# [Assigned task]
Down to the last line, write out the entries below exactly and omit all pictures.

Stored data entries

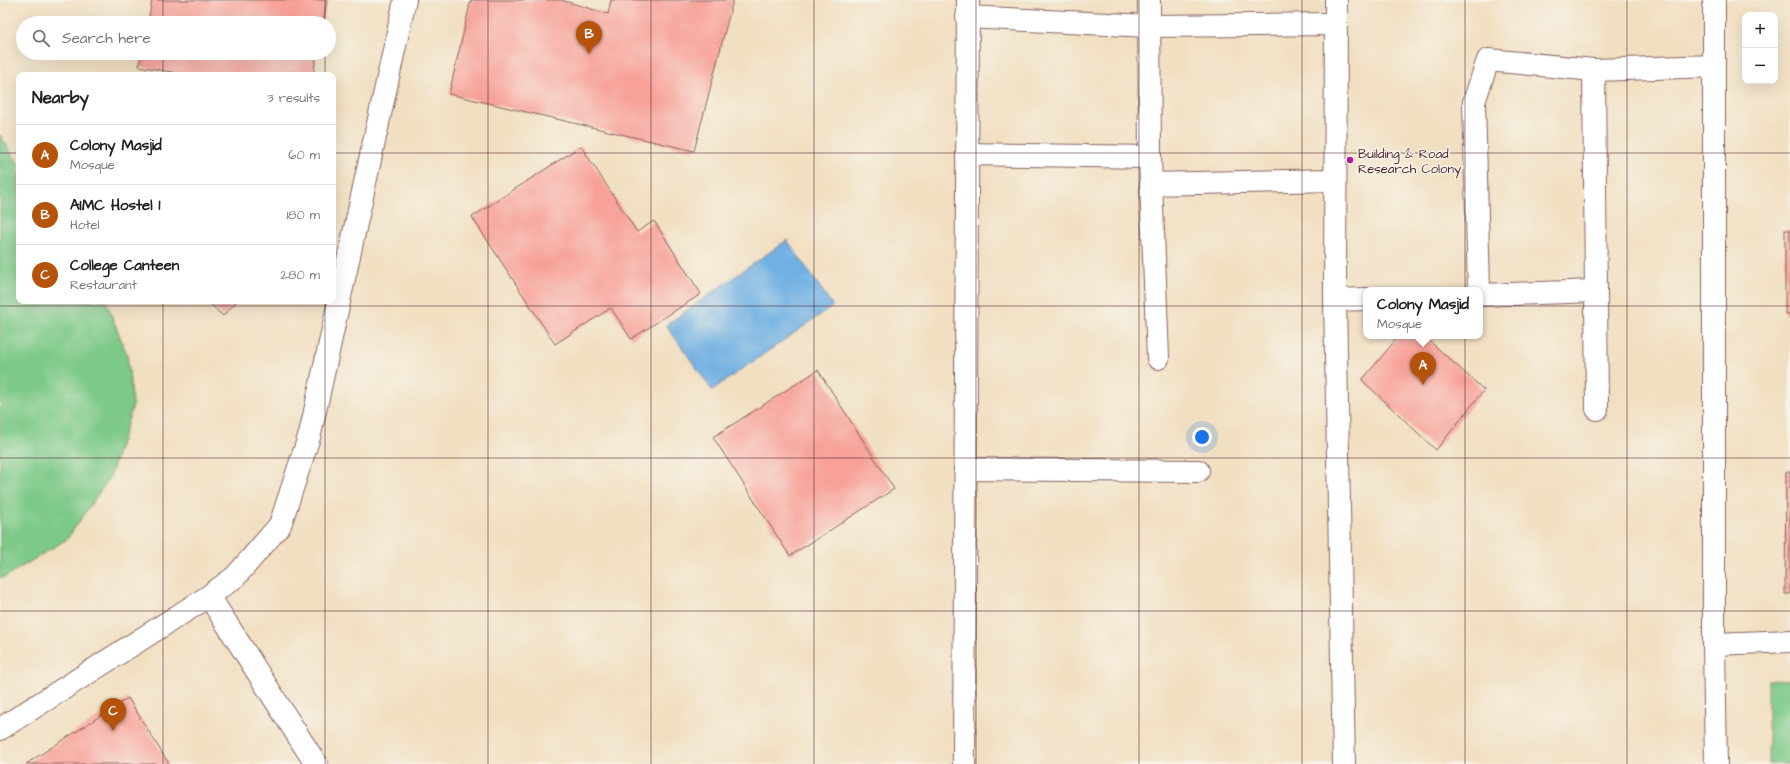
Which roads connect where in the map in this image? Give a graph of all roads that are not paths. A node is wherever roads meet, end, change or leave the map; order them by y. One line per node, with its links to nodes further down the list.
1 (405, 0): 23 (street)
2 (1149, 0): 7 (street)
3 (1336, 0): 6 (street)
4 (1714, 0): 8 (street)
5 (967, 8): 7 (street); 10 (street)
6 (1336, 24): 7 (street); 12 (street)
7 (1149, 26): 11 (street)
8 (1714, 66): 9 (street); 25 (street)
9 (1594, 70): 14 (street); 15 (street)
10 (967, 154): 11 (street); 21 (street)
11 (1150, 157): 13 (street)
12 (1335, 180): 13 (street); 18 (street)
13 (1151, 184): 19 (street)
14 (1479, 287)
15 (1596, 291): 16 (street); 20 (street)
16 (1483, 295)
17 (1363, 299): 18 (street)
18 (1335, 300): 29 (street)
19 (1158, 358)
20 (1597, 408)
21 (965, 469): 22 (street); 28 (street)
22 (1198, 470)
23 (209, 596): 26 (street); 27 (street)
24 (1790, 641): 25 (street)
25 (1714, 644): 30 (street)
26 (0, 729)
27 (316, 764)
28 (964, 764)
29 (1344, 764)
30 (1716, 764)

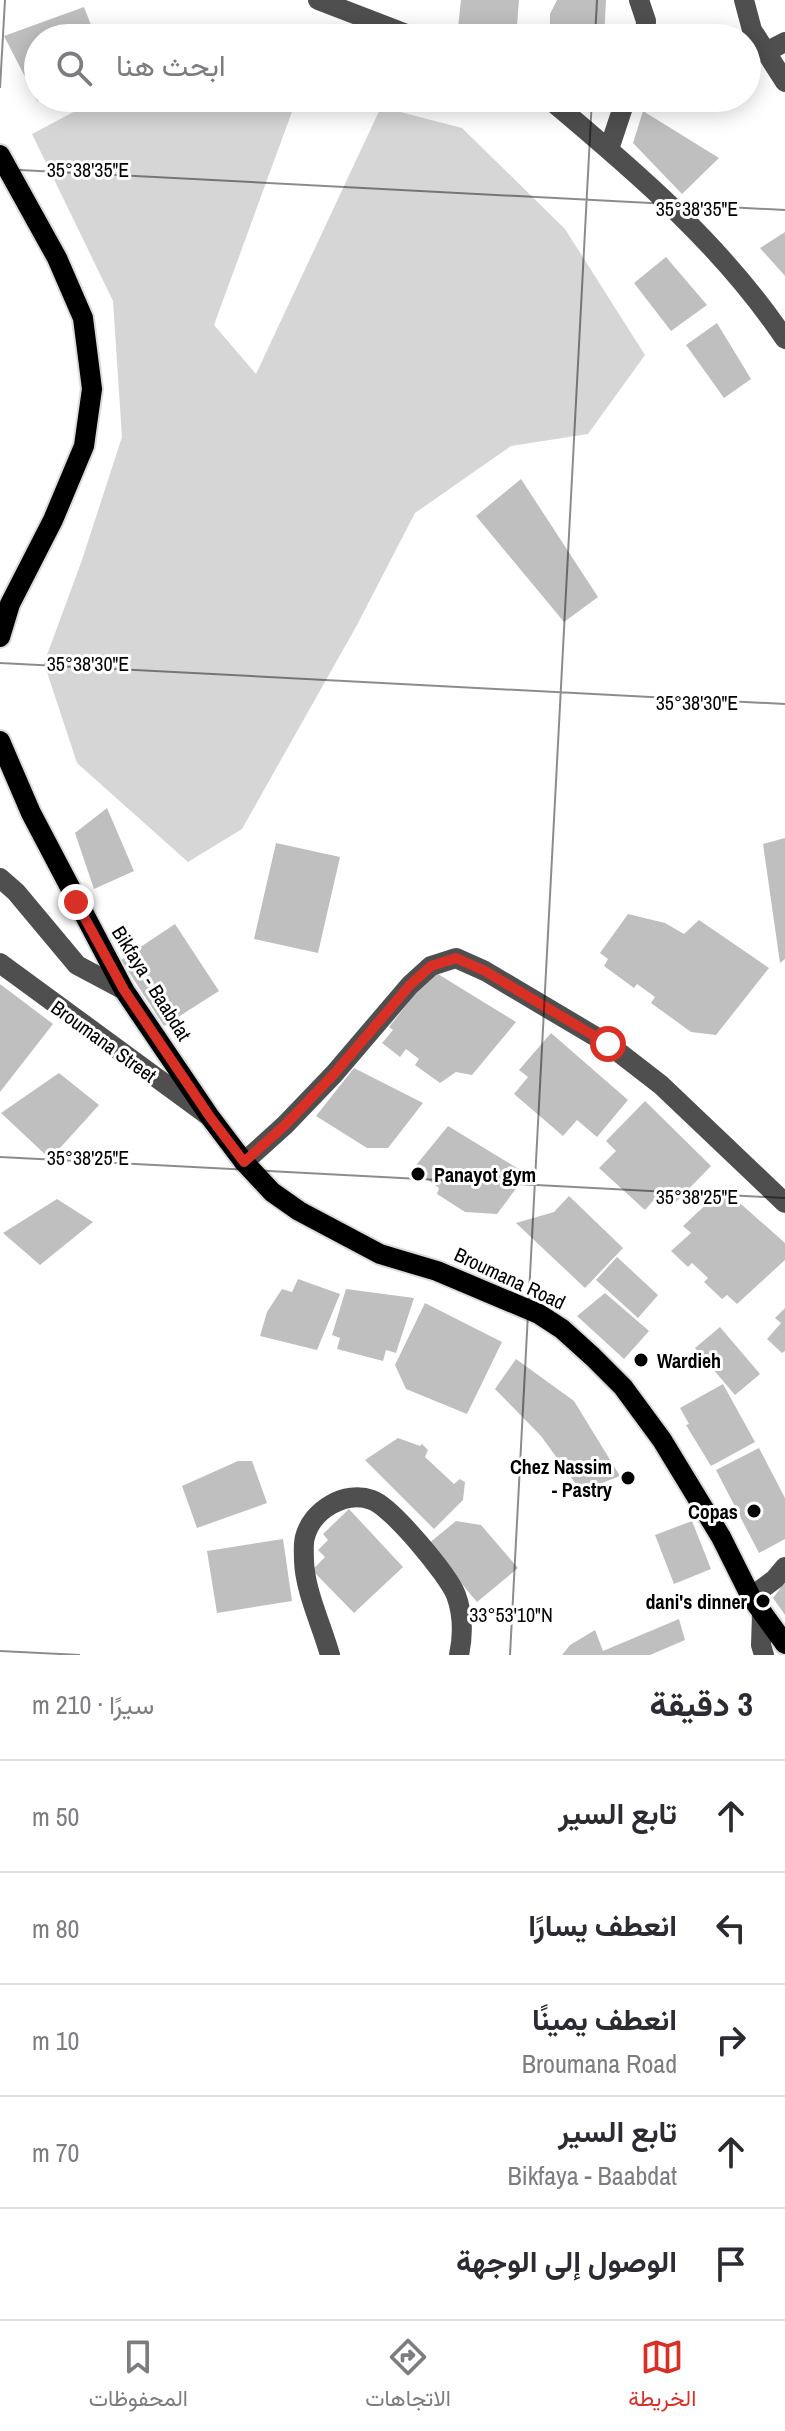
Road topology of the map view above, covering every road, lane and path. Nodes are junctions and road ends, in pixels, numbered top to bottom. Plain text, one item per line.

# [Task solution]
Which roads connect where in the map in this image? Give a graph of all roads that are not paths. A node is wherever roads meet, end, change or leave the map; order them by y. One line per node, with its links to nodes further down the list.
1 (405, 0): 23 (street)
2 (1149, 0): 7 (street)
3 (1336, 0): 6 (street)
4 (1714, 0): 8 (street)
5 (967, 8): 7 (street); 10 (street)
6 (1336, 24): 7 (street); 12 (street)
7 (1149, 26): 11 (street)
8 (1714, 66): 9 (street); 25 (street)
9 (1594, 70): 14 (street); 15 (street)
10 (967, 154): 11 (street); 21 (street)
11 (1150, 157): 13 (street)
12 (1335, 180): 13 (street); 18 (street)
13 (1151, 184): 19 (street)
14 (1479, 287)
15 (1596, 291): 16 (street); 20 (street)
16 (1483, 295)
17 (1363, 299): 18 (street)
18 (1335, 300): 29 (street)
19 (1158, 358)
20 (1597, 408)
21 (965, 469): 22 (street); 28 (street)
22 (1198, 470)
23 (209, 596): 26 (street); 27 (street)
24 (1790, 641): 25 (street)
25 (1714, 644): 30 (street)
26 (0, 729)
27 (316, 764)
28 (964, 764)
29 (1344, 764)
30 (1716, 764)

Road topology of the map view above, covering every road, lane and path. Nodes are junctions and road ends, in pixels, numbered top to bottom. Plain text, one item per line.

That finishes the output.